Логически свобода твари совмещается со всеединством, поскольку она включается во всеединое сознание. Жизненно и нравственно она сочетается с ним в акте любви, поскольку она отказывается от своей обособленной, эгоистической жизни и преисполняется жизнью божественной.

V. Свобода твари и зло с точки зрения христианской теодицеи

Всем вышеизложенным основы христианской теодицеи только намечены, но еще не утверждены окончательно. Важнейшие вопросы, непосредственно с нею связанные, доселе еще нами не поставлены, а потому остаются неразрешенными и глубочайшие религиозные сомнения. Вопрос об отношении зла к вечному божественному предвидению, или, как мы сказали, видению, решается сравнительно легко и просто: ибо предвидеть зло, сознавать его, еще не значит его хотеть.

Трудности в решении начинаются с той минуты, когда мы ставим вопрос об отношении зла к воле Божией и к предвечному творческому замыслу Бога о мире. Допустим, что зло является результатом свободного самоопределения твари, — этим вопрос еще не разрешается: ведь создавая свободную тварь, Бог тем самым допустил не только возможность зла, но и самую его действительность: ибо Он от века видел и то употребление, какое сделает каждое существо из этого дара свободы. Спрашивается, как же в данном случае относится Бог к этому злу, которое Он предвидел? Включено ли зло в предвечный Божий замысел о твари? По–видимому, все возможные ответы на этот вопрос одинаково неудовлетворительны с религиозной точки зрения. Если да, то Бог прямо или косвенно является виновником зла. Если нет, то не служит ли это нарушение Божьей воли и Божьего замысла всяким желающим его нарушить — доказательством бессилия Божества? Не служат ли оба ответа доказательствами невозможности религиозного решения вопроса? И тот Бог, который хочет зла, и тот, который его не хочет, но вынужден его терпеть, — не есть достойный предмет религиозного почитания. Есть ли выход из этой роковой дилеммы?

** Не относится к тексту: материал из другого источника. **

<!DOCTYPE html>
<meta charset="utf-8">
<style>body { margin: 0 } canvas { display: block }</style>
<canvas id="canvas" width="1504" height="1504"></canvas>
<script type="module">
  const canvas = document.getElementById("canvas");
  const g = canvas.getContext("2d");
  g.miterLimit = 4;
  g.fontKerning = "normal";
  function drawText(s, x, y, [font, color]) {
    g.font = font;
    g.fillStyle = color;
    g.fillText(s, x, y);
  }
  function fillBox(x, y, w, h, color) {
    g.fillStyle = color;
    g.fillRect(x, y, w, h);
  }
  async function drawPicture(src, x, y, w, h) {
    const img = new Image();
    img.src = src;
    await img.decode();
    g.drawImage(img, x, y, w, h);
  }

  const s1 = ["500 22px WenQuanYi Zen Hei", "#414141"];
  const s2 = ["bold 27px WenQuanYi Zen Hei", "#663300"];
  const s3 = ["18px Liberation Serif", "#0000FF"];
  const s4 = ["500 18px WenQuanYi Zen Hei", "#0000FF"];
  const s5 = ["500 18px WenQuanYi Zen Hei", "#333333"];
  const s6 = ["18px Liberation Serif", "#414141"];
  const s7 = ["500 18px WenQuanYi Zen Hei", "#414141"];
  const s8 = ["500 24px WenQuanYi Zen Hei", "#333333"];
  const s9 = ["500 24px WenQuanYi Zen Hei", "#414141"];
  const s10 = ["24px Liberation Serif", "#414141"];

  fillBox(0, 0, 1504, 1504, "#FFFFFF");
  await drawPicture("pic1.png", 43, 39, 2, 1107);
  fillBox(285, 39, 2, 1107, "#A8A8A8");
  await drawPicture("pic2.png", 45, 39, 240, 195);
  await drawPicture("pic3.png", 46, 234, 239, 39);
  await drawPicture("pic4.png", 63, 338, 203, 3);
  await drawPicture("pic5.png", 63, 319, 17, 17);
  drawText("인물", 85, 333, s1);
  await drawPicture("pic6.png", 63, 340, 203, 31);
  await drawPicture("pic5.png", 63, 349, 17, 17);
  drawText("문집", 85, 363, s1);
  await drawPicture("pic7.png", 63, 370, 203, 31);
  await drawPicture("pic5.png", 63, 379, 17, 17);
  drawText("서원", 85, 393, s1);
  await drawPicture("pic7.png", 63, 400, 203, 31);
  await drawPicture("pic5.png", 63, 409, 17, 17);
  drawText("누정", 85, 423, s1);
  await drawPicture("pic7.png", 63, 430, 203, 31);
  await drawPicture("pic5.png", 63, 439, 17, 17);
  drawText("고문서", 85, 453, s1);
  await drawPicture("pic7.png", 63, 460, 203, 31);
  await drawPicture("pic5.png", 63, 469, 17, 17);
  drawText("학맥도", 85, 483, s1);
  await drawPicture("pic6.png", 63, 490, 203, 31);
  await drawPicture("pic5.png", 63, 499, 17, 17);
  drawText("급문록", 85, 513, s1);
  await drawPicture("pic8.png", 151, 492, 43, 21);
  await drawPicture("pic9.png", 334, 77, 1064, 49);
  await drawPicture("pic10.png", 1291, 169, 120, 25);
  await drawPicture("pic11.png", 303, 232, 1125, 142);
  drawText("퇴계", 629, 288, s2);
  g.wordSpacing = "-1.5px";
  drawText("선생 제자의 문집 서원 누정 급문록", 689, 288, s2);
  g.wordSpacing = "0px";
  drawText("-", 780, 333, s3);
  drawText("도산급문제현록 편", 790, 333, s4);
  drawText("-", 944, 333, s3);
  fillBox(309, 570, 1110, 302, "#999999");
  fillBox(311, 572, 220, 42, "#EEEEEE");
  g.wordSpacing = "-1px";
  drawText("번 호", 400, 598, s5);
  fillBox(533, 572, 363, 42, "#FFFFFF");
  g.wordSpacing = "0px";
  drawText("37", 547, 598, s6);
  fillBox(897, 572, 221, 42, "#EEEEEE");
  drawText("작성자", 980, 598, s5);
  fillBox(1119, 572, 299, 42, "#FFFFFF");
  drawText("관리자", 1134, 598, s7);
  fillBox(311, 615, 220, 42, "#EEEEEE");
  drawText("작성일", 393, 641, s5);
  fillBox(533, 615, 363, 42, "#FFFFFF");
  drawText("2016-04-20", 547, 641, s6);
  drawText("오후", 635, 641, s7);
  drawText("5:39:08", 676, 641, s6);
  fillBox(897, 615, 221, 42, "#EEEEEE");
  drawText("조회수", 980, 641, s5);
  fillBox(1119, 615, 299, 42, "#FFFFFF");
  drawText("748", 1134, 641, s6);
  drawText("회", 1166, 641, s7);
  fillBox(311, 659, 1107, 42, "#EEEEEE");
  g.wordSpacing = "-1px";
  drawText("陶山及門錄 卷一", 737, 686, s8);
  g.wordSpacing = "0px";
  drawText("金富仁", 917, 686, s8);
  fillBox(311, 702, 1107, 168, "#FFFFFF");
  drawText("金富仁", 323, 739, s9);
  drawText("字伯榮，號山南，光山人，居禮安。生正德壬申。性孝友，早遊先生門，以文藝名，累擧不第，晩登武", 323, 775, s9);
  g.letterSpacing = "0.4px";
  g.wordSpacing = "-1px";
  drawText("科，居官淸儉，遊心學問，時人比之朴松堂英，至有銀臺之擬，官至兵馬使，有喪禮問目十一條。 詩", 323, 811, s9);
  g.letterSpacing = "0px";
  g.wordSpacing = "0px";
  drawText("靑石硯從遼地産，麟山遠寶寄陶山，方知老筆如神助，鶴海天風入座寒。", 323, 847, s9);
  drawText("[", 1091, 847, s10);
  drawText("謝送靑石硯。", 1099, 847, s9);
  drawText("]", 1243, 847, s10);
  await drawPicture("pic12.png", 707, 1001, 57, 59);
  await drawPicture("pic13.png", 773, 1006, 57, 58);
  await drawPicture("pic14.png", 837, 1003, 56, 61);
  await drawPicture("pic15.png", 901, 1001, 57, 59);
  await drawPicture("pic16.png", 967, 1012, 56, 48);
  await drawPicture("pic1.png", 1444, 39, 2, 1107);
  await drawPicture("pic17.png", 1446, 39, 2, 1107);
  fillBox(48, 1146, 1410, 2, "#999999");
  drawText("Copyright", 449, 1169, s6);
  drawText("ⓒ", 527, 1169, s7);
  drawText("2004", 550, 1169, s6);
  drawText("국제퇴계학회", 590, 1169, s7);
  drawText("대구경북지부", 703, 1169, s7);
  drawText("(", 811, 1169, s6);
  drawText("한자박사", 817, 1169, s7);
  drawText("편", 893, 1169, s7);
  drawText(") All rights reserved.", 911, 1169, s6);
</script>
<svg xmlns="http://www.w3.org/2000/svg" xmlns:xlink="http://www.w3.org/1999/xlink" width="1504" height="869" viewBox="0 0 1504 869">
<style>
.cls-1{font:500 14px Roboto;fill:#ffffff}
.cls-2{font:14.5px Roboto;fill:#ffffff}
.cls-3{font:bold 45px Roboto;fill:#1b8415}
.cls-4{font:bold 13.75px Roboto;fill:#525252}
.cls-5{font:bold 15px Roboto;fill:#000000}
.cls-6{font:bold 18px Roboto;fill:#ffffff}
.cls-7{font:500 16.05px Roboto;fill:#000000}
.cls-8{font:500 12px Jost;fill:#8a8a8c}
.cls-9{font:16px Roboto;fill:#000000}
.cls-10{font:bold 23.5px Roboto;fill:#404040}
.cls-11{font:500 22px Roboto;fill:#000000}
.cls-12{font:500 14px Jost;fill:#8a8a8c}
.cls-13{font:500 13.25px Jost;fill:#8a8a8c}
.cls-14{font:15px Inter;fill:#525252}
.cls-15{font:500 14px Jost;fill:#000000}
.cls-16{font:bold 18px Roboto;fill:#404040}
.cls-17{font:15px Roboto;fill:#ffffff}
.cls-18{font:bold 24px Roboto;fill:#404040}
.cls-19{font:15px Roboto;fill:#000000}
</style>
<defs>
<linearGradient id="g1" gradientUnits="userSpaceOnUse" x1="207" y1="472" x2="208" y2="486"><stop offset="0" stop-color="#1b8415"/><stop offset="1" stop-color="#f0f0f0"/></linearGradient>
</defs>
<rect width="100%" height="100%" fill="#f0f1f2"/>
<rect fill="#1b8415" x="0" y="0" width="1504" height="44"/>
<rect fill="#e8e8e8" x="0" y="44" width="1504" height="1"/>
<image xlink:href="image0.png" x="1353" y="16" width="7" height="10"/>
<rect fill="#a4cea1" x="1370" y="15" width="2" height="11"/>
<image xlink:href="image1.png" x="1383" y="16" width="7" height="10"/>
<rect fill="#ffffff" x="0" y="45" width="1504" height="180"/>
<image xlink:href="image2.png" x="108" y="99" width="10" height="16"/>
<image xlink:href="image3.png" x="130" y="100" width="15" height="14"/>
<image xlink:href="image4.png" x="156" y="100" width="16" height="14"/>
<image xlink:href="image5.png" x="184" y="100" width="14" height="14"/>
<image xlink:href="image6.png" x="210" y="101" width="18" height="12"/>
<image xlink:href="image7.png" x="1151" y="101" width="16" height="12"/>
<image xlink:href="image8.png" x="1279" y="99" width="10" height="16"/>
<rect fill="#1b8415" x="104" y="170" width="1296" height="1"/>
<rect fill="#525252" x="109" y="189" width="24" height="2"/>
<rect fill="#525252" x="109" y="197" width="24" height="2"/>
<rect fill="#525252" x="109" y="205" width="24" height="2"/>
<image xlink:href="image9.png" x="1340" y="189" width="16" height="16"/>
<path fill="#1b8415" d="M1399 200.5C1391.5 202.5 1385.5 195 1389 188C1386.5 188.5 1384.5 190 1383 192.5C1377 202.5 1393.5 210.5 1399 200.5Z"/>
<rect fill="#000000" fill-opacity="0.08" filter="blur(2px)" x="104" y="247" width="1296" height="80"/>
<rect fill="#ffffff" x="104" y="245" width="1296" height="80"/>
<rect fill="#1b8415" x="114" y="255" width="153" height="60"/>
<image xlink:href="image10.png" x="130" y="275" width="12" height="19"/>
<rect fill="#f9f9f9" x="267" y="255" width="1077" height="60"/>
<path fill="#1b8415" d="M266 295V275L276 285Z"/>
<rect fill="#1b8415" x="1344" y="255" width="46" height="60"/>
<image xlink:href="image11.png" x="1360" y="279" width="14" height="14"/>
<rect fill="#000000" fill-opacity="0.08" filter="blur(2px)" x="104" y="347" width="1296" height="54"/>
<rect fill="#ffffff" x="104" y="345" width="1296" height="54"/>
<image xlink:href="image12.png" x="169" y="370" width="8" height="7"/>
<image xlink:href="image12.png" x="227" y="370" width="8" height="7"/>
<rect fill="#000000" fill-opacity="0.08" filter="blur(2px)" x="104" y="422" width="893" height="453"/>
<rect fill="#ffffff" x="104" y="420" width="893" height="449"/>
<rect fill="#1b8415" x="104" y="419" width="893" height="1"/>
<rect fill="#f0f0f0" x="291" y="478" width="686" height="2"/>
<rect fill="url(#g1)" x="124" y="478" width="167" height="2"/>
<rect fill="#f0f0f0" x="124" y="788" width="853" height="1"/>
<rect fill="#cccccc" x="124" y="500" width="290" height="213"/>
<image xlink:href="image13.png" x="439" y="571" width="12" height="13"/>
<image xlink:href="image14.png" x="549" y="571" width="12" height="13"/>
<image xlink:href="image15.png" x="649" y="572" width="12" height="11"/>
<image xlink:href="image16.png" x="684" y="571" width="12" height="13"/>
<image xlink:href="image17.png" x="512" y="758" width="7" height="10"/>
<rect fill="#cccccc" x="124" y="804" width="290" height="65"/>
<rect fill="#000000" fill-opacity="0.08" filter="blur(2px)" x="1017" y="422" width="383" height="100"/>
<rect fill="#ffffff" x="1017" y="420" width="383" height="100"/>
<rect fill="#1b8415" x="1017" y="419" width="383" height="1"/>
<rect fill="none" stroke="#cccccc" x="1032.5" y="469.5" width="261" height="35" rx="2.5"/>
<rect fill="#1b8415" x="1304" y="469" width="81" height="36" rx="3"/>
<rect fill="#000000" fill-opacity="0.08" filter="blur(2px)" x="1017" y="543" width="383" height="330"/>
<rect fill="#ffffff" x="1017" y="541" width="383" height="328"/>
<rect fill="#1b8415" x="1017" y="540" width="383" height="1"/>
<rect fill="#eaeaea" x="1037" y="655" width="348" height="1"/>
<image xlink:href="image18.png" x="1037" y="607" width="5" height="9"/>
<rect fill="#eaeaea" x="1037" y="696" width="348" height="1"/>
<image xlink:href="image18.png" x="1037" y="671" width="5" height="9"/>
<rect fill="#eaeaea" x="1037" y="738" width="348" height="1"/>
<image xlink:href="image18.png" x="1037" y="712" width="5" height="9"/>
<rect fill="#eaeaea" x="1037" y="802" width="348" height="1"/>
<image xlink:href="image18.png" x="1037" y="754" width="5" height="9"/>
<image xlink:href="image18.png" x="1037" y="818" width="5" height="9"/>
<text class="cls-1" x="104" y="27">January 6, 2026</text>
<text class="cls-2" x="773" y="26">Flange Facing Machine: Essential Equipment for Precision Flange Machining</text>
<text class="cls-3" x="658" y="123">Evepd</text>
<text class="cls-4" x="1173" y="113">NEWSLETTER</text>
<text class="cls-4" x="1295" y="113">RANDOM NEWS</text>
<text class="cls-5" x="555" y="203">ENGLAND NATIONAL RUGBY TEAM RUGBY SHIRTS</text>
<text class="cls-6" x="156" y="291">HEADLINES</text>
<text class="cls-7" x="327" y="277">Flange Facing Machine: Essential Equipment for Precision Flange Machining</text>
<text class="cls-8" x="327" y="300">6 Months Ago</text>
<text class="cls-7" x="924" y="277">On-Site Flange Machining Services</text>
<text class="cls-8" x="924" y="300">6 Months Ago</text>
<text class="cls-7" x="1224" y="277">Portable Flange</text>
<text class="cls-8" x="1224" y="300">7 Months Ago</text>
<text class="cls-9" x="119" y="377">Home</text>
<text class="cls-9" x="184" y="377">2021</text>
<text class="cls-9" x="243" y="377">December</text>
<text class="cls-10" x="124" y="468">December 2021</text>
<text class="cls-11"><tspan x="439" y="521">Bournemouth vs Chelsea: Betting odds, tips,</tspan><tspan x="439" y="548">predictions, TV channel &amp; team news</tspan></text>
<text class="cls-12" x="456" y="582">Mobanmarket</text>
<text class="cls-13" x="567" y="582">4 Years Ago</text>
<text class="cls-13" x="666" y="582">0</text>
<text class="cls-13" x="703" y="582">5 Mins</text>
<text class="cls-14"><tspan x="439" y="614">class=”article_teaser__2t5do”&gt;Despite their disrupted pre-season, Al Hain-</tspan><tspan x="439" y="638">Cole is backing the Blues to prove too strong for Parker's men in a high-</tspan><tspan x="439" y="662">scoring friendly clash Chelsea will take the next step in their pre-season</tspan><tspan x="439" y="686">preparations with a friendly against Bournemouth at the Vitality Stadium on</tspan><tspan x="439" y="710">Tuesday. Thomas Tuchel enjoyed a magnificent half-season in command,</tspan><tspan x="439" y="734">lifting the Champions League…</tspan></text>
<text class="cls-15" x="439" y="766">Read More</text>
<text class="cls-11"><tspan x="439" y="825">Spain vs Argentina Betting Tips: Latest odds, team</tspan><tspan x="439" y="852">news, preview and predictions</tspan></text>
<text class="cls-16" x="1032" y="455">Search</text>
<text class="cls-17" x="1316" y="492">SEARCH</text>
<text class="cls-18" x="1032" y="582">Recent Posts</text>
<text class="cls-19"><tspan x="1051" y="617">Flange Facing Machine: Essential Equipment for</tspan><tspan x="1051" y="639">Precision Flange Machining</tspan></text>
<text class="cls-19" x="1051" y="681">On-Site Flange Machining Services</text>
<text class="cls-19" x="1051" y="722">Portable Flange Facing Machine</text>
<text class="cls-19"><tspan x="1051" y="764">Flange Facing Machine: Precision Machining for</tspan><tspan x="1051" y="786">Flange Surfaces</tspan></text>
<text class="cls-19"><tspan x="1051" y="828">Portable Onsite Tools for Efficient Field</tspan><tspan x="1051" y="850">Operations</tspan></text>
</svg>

Сказанное выше о вечном предвидении еще не есть ответ на этот вопрос. Бог предвидит грядущую победу над грехом и превращение страдания в бесконечную радость. — Хорошо! но этим еще не дается ответ на вопрос, нужен или не нужен этот наш человеческий грех для исполнения замысла Божия? Между латинскими богословами были и такие, которые давали утвердительный ответ на этот вопрос. Классический образец такого решения мы имеем в известном изречении: О felix culpa, quae talem redemptorem meruit[18]. Для всякой сколько‑нибудь чуткой совести очевидна ложь этого решения, которое делает зло необходимостью для самого Бога, понимает зло как необходимое для Бога средство осуществления добра. Если Бог не может иначе осуществить добро, как через зло, Он этим самым становится виновником зла. Мало того, в этом решении есть скрытый дуализм, который без труда обнаруживается внимательным логическим анализом. Безусловное Добро или Бог — одно и то же; а зло есть не что иное, как активное отрицание добра. Потому утверждать, что добро нуждается в зле как средстве, значит признавать зависимость Бога от иной Силы, Ему враждебной и Его отрицающей. Это — замаскированное двоебожие или, что то же, — безбожие.